Can you explain the findings?

The first thing that we wanted to do is look at at, from a clinical perspective, how well [Tecvayli] patients did, and if there was any difference in the people who had gotten something targeting [BCMA] before versus the people who hadn’t. What we saw was the people who had gotten something targeting [the BCMA protein] before did a little bit worse. Not quite as many responded, but they still did very well in terms of where they were with their disease, and with respect to other therapy options that they would have had.

What we wanted to do is try to figure out why the therapy failed certain patients, and why it worked out for other patients. We looked specifically at that target protein, BCMA, to see if it was compromised in some way. And we found that in the overwhelming majority of patients, it was fine, there was no problem.

This was a real-world study, as opposed to a clinical trial. Can you tell me about those two different ways of looking at patient outcomes and why real-world data such as this is particularly valuable?

This is actually especially important for this study. When patients are enrolled in clinical trials, they’re either receiving an experimental therapy or a therapy that’s been thoroughly tested but it’s being looked at in a new way.

In a real-world study, [there are] a lot of patients who wouldn’t have otherwise been eligible for the clinical trial, because they might not be the ideal candidate the trial’s looking for. Those patients can now get the medicine to see if the drug works as well when you’re not looking at this optimal scenario.

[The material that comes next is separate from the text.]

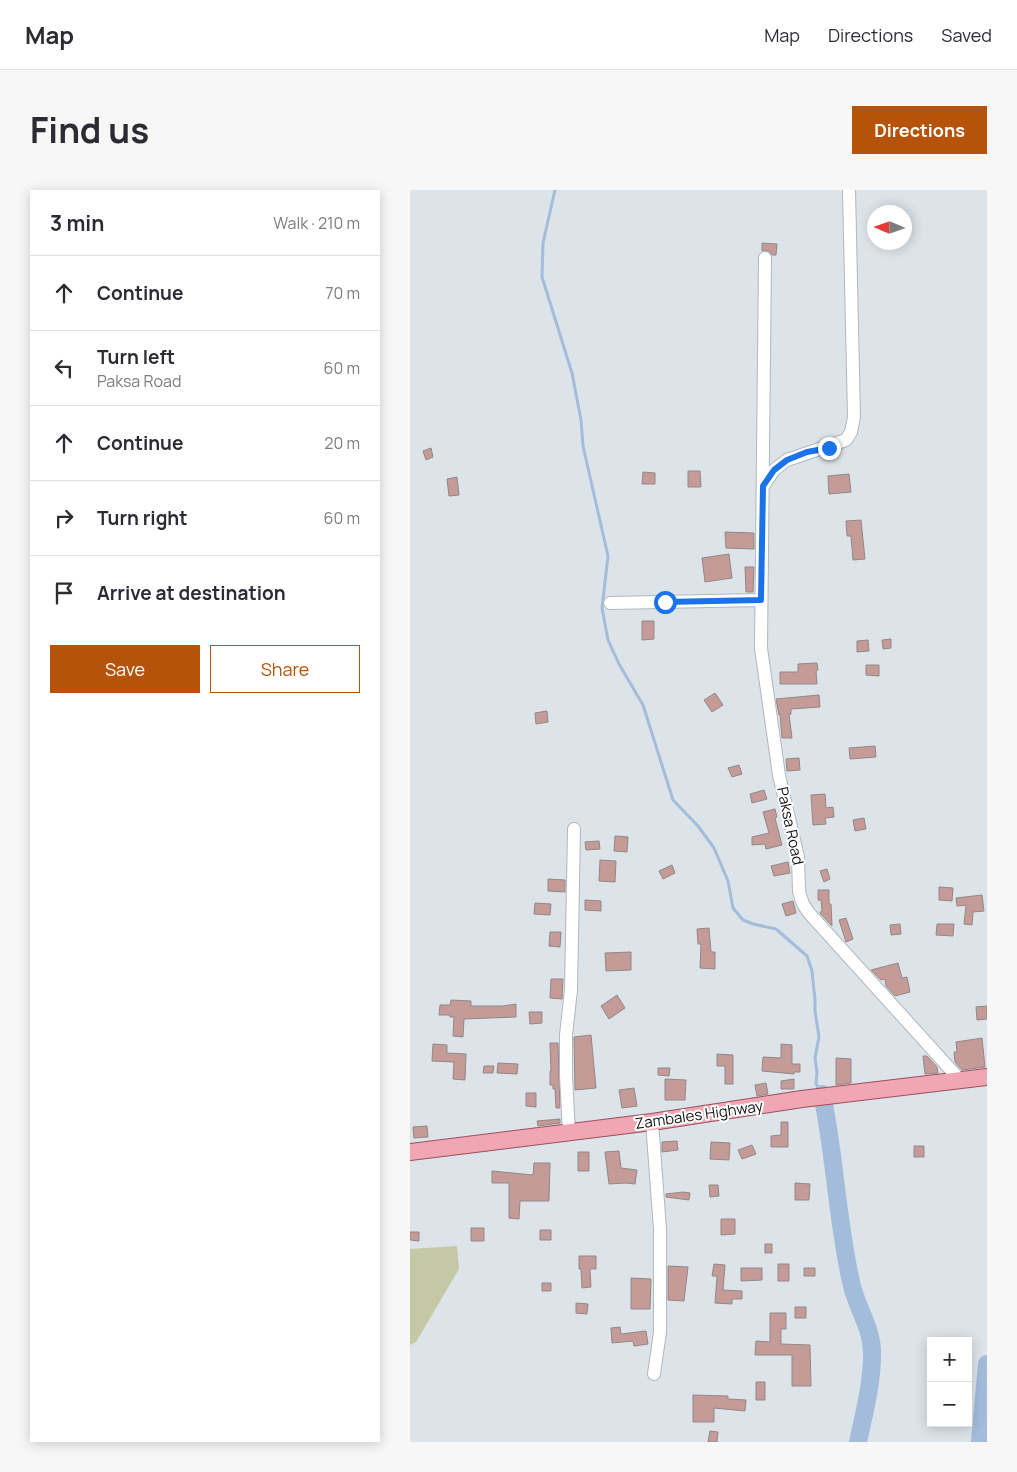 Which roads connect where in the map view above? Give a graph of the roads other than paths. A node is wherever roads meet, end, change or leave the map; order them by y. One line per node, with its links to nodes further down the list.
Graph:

But what’s interesting about this drug [Tecvayli] specifically is that one of the exclusion criteria for the original clinical trials, so one of the reasons why patients wouldn’t be allowed to enroll, is if they had therapies targeting that BCMA protein in the past. So, our study was really the first study to show this therapy in patients who had had those therapies in the past. And we see that therapy still works very well.

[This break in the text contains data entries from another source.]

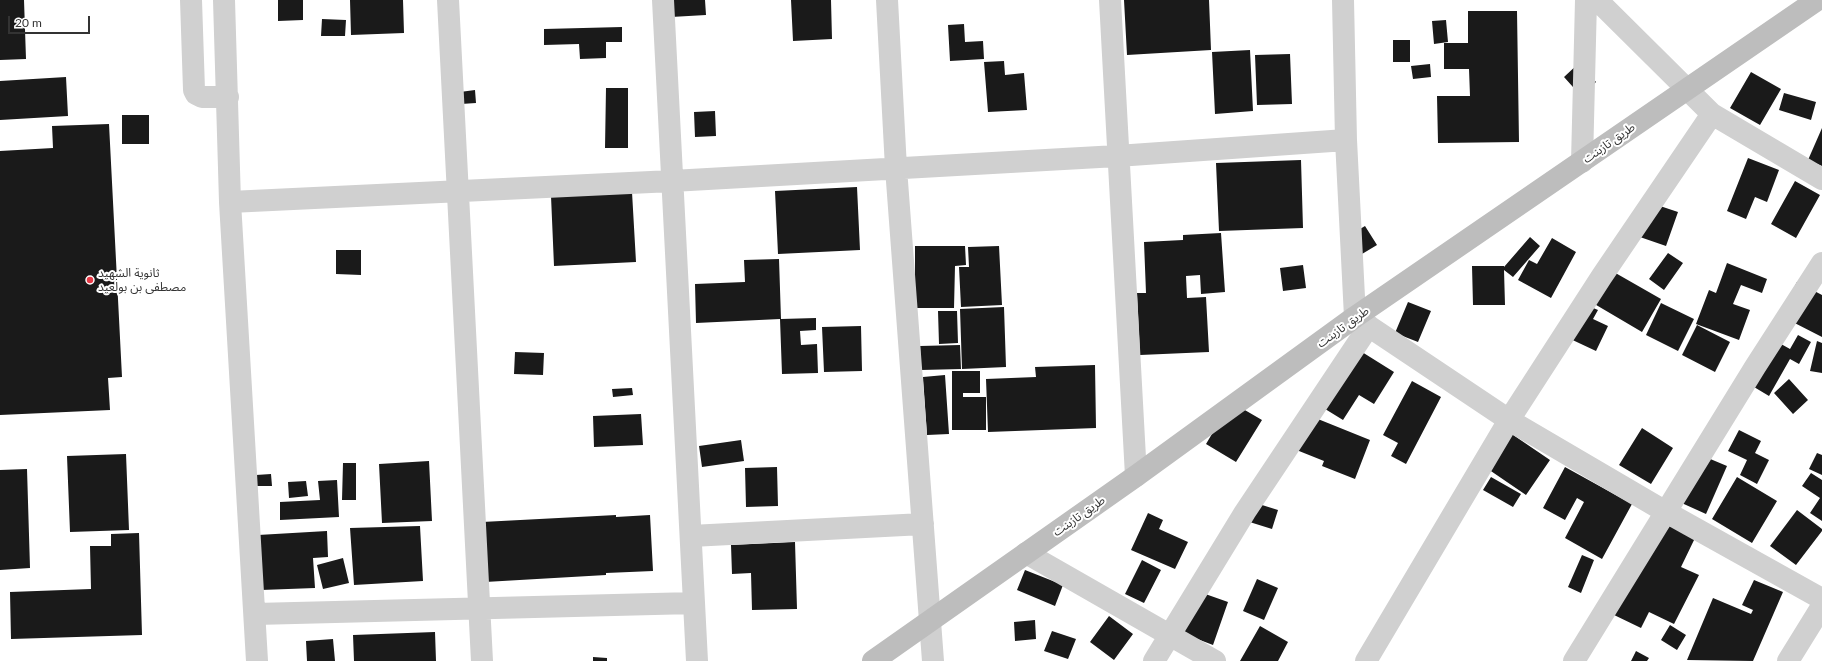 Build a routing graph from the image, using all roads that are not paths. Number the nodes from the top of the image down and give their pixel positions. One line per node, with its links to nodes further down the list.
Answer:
1 (191, 0): 12 (street)
2 (224, 0): 12 (street)
3 (448, 0): 20 (street)
4 (663, 0): 19 (street)
5 (887, 0): 17 (street)
6 (1110, 0): 15 (street)
7 (1343, 0): 14 (street)
8 (1586, 0): 16 (street)
9 (1597, 0): 11 (street)
10 (1817, 0): 11 (street, طريق تازبنت)
11 (1688, 89): 13 (street); 16 (street, طريق تازبنت)
12 (228, 96): 21 (street)
13 (1712, 114): 18 (street); 24 (street)
14 (1346, 140): 15 (street); 23 (street)
15 (1118, 156): 17 (street); 25 (street)
16 (1582, 162): 23 (street, طريق تازبنت)
17 (896, 168): 19 (street); 27 (street)
18 (1822, 179)
19 (672, 180): 20 (street); 28 (street)
20 (456, 190): 21 (street); 33 (street)
21 (230, 202): 34 (street)
22 (1822, 263): 26 (street)
23 (1362, 322): 24 (street); 25 (street, طريق تازبنت); 36 (street)
24 (1509, 420): 26 (street); 44 (street)
25 (1136, 476): 29 (street, طريق تازبنت)
26 (1666, 512): 30 (street); 45 (street)
27 (923, 524): 28 (street); 35 (street)
28 (690, 536): 31 (street)
29 (1026, 553): 35 (street, طريق تازبنت); 36 (street)
30 (1822, 599)
31 (694, 603): 33 (street); 39 (street)
32 (1822, 606): 46 (street)
33 (481, 608): 34 (street); 38 (street)
34 (255, 614): 37 (street)
35 (930, 621): 40 (street, طريق تازبنت); 41 (street)
36 (1170, 635): 42 (street); 43 (street)
37 (257, 661)
38 (482, 661)
39 (697, 661)
40 (873, 661)
41 (933, 661)
42 (1154, 661)
43 (1215, 661)
44 (1366, 661)
45 (1574, 661)
46 (1788, 661)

Given these findings, what sorts of conversations should patients be having with their doctors?

I think there are a few, some of them relate to a follow-up study that we’ve done, where we can actually look at that BCMA protein before we choose what therapy people get. In that sense, a conversation that some people will have with their doctor is whether they should be tested for that at all — and if they do get the test, what that test means, and whether it means they should go ahead with a drug like [Tecvayli] or switch to something else.

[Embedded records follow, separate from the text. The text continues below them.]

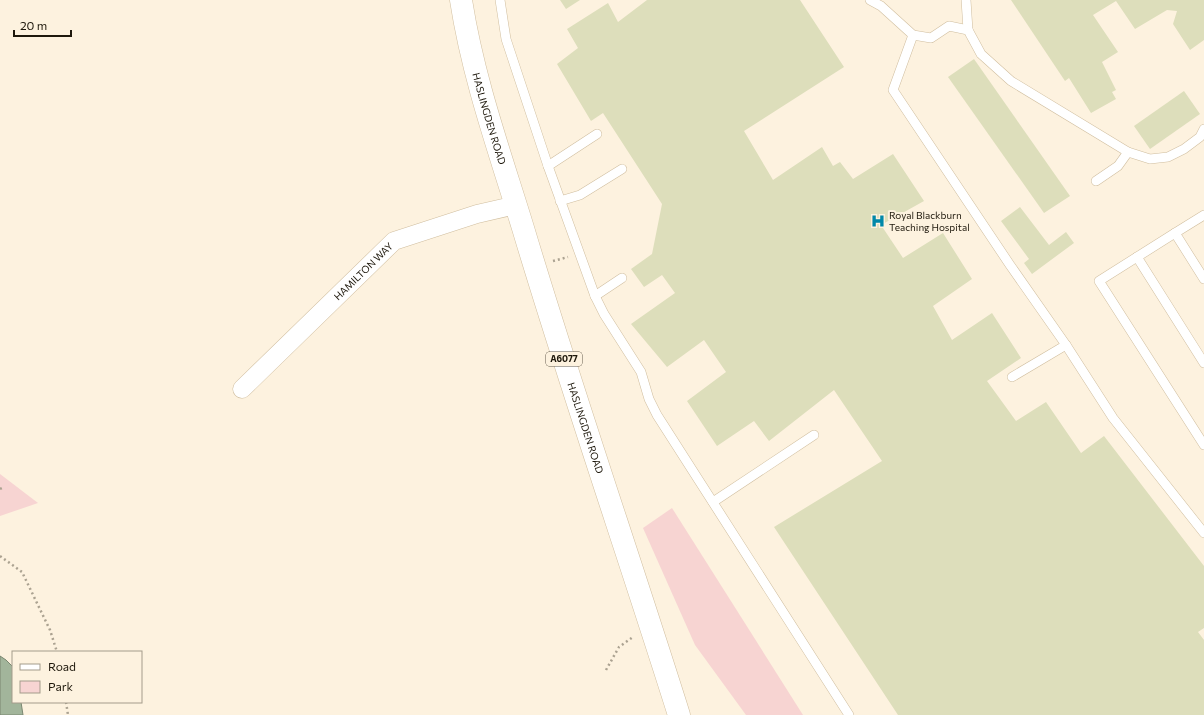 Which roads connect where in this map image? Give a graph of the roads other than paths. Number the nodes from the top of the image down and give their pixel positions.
1 (461, 0) edge
2 (500, 0) edge
3 (870, 0) edge
4 (966, 0) edge
5 (968, 30) junction
6 (914, 35) junction
7 (1204, 129) edge
8 (597, 134) dead end
9 (1128, 152) junction
10 (548, 166) junction
11 (622, 169) dead end
12 (1096, 181) dead end
13 (560, 201) junction
14 (516, 204) junction
15 (1204, 215) edge
16 (1175, 233) junction
17 (1137, 258) junction
18 (622, 278) dead end
19 (1204, 279) edge
20 (595, 296) junction
21 (1066, 344) junction
22 (1204, 363) edge
23 (1012, 377) dead end
24 (242, 389) dead end
25 (814, 434) dead end
26 (1204, 445) edge
27 (713, 502) junction
28 (1204, 533) edge
29 (679, 715) edge
30 (849, 715) edge

1 - 14 highway, HASLINGDEN ROAD / A6077
2 - 10 lane
3 - 6 lane
4 - 5 lane
5 - 6 lane
5 - 9 lane
6 - 21 lane
7 - 9 lane
8 - 10 lane
9 - 12 lane
10 - 13 lane
11 - 13 lane
13 - 20 lane
14 - 24 street, HAMILTON WAY
14 - 29 highway, HASLINGDEN ROAD / A6077
15 - 16 lane
16 - 17 lane
16 - 19 lane
17 - 22 lane
17 - 26 lane
18 - 20 lane
20 - 27 lane
21 - 23 lane
21 - 28 lane
25 - 27 lane
27 - 30 lane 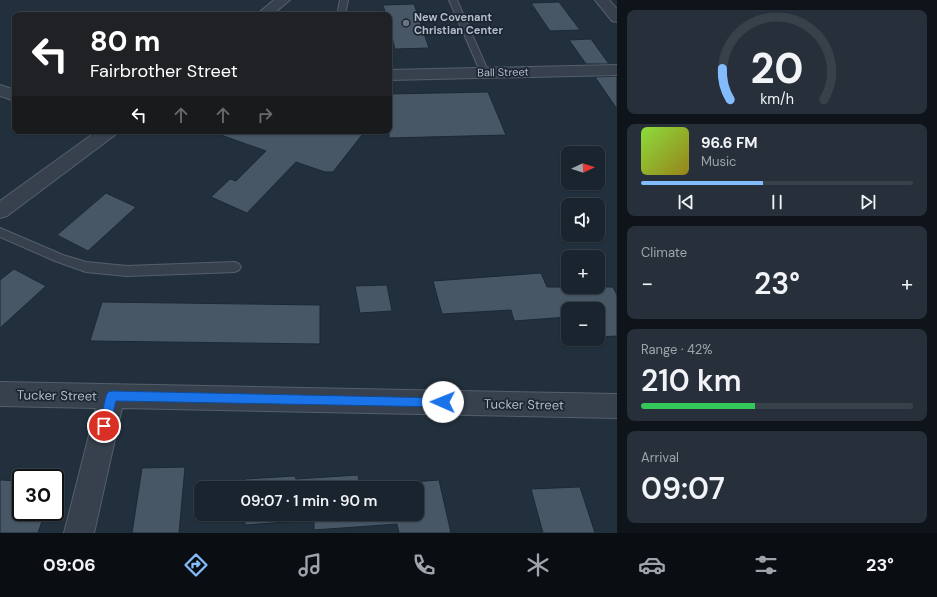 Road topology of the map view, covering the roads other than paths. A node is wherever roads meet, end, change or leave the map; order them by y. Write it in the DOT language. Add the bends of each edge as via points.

The other conversation that’s relevant is that even if someone’s had a BCMA-directed therapy in the past, this data may assist in discussing why it might still make sense to go with [Tecvayli], which works very similarly to those other drugs, even though those other drugs either didn’t work at all for them or were working but stopped working at a certain point.

One thing that we also found in this study is that one of the really common side effects that a lot of patients are concerned about with regards to this therapy is something called cytokine release syndrome, which is a side effect that we see frequently in patients who get this drug. But what we found is that the patients who have that side effect actually all responded to the therapy. So, it’s actually an indicator that the therapy is working, even though it might be tough for the patient at the time they have it. So if patients are worried about cytokine release syndrome, doctors can discuss with their patients how they may have already planned what to do and how to manage it if it happens, but also that it’s probably a good thing if it happens as opposed to a bad thing.

Transcript has been edited for clarity and conciseness.